I have a dataframe as shown below and the output from this code is shown below.
- Essentially, I want to read values from columns which can be of two formats as shown in col1 and col2.
- If the format is as in col1 then we split text and read third element and if the format is as in col2 we read the cell value as it is.
- We then want to pass condition if the values in columns (col1 and col3 after splitting col1) to create col4 and col5.
- Finally, we want the result in col6.
- the variable "selection" is a list of numbers
Question: Since in the original dataframe, there can be multiple columns of value format type as in col1 and col2, how the code below can be modified to get the desired output?
#STEP1
df <- data.frame(
col1 = c("abc_1_102", "abc_1_103", "xyz_1_104"),
col2 = c("107", "108", "106")
)
#STEP2
split_text <- strsplit(df$col1, "_")
third_elements <- sapply(split_text, function(x) if(length(x) >= 3) x[3] else NA)
#STEP3
df$col3<-third_elements
#STEP4
selection<-c(107,102,108)
df$col4<-ifelse(df$col2 %in% selection,"SELECT","NOTSELECT")

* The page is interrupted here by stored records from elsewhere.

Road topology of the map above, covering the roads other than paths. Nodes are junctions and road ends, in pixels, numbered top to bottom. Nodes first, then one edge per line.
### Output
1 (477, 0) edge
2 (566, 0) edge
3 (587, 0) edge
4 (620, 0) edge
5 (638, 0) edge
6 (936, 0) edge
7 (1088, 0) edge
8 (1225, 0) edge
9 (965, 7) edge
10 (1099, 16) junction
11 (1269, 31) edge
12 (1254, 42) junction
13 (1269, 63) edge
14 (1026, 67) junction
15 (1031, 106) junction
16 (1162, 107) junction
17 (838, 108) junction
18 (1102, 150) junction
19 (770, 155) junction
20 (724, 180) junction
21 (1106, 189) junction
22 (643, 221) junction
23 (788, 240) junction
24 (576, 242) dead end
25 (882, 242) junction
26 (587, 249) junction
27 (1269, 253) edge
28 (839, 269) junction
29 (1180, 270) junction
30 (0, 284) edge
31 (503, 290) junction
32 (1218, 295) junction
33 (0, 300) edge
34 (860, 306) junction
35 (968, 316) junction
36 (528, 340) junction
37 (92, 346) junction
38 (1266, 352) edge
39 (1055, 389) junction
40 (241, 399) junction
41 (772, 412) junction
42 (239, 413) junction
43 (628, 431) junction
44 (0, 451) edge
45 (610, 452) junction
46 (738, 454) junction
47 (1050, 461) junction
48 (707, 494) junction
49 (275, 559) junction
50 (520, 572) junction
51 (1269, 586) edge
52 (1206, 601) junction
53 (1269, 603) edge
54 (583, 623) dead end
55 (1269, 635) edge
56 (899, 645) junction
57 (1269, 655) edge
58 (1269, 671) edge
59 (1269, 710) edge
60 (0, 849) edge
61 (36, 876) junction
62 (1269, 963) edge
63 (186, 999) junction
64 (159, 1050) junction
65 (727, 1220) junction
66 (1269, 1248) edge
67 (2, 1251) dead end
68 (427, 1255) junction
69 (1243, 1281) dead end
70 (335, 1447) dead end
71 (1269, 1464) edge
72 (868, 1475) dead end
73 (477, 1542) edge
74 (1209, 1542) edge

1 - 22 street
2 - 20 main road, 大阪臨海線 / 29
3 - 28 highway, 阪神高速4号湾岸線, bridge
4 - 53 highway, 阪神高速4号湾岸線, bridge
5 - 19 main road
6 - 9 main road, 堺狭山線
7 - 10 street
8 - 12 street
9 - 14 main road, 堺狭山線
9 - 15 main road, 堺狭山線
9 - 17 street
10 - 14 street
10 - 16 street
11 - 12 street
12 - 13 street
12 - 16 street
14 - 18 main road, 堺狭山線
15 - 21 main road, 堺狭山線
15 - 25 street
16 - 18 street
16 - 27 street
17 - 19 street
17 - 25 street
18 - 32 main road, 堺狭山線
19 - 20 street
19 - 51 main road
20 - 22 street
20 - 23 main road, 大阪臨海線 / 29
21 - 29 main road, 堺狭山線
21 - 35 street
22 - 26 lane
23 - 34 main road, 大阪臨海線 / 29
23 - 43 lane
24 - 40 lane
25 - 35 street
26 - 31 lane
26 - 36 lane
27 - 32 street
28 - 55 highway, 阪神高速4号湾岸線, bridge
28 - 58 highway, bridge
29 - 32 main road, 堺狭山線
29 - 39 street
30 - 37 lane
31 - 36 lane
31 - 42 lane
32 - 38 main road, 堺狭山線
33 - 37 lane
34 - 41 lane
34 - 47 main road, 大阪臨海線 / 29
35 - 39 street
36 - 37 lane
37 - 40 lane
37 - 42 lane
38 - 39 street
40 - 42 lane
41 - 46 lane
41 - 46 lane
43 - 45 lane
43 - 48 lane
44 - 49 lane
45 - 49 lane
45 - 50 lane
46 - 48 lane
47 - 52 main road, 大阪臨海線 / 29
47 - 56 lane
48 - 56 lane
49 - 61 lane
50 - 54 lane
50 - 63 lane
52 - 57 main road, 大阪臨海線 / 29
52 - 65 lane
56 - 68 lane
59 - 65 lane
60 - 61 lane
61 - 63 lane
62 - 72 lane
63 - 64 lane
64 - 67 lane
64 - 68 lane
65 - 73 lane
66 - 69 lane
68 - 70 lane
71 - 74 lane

df$col5<-ifelse(df$col3 %in% selection,"SELECT","NOTSELECT")
#STEP5
df$col6<-paste(df$col4,df$col5,sep = ",")
Output from above code:
col1 col2 col3 col4 col5 col6
1 abc_1_102 107 102 SELECT SELECT SELECT,SELECT
2 abc_1_103 108 103 SELECT NOTSELECT SELECT,NOTSELECT
3 xyz_1_104 106 104 NOTSELECT NOTSELECT NOTSELECT,NOTSELECT
Desired output
col1 col2 col6
1 abc_1_102 107 SELECT,SELECT
2 abc_1_103 108 NOTSELECT,SELECT
3 xyz_1_104 106 NOTSELECT,NOTSELECT
>Solution :
You can do this all in one go with by pasting two ifelse statements together. The ifelse for col2 is straightforward. The ifelse for col3 uses grepl to search for any of the numbers in select by creating a search string using paste(..., collapse = "|") (pasting the "or" operator between them). The outer paste(…, sep = ",")` puts it all together:
df$col6 <- paste(ifelse(df$col2 %in% selection, "SELECT", "NOTSELECT"),
ifelse(grepl(paste(selection, collapse = "|"), df$col1), "SELECT", "NOTSELECT"),
sep = ",")
Or to more safely add a word boundary to the second ifelse (thanks to @r2evans!)
df$col6 <- paste(ifelse(df$col2 %in% selection, "SELECT", "NOTSELECT"),
ifelse(grepl(
paste0("(^|_)(", paste(selection, collapse = "|"), ")(_|$)\\b"),
df$col1),
"SELECT", "NOTSELECT"),
sep = ",")
Both give the same output in this example:
col1 col2 col6
1 abc_1_102 107 SELECT,SELECT
2 abc_1_103 108 SELECT,NOTSELECT
3 xyz_1_104 106 NOTSELECT,NOTSELECT